--- Problem details ---
When the listing has been read, print it out again in full, word for word.
####################
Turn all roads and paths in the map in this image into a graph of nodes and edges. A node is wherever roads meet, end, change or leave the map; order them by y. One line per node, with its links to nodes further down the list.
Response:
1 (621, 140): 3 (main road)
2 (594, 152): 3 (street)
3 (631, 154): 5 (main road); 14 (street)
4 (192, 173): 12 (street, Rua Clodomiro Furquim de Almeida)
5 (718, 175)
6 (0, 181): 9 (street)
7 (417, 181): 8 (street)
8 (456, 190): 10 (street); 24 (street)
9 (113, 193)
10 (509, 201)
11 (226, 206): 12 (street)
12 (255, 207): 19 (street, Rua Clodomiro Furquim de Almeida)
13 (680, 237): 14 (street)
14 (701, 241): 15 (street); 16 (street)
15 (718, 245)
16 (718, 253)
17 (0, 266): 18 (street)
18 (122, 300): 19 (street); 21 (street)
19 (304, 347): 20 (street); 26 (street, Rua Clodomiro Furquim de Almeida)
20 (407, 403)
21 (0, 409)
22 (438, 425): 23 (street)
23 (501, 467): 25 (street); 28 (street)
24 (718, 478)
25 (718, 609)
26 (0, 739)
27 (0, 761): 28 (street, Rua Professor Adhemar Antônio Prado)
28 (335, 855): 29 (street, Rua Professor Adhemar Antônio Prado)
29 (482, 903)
####################
--- Exercise output ---
Turn all roads and paths in the map in this image into a graph of nodes and edges. A node is wherever roads meet, end, change or leave the map; order them by y. One line per node, with its links to nodes further down the list.
Response:
1 (621, 140): 3 (main road)
2 (594, 152): 3 (street)
3 (631, 154): 5 (main road); 14 (street)
4 (192, 173): 12 (street, Rua Clodomiro Furquim de Almeida)
5 (718, 175)
6 (0, 181): 9 (street)
7 (417, 181): 8 (street)
8 (456, 190): 10 (street); 24 (street)
9 (113, 193)
10 (509, 201)
11 (226, 206): 12 (street)
12 (255, 207): 19 (street, Rua Clodomiro Furquim de Almeida)
13 (680, 237): 14 (street)
14 (701, 241): 15 (street); 16 (street)
15 (718, 245)
16 (718, 253)
17 (0, 266): 18 (street)
18 (122, 300): 19 (street); 21 (street)
19 (304, 347): 20 (street); 26 (street, Rua Clodomiro Furquim de Almeida)
20 (407, 403)
21 (0, 409)
22 (438, 425): 23 (street)
23 (501, 467): 25 (street); 28 (street)
24 (718, 478)
25 (718, 609)
26 (0, 739)
27 (0, 761): 28 (street, Rua Professor Adhemar Antônio Prado)
28 (335, 855): 29 (street, Rua Professor Adhemar Antônio Prado)
29 (482, 903)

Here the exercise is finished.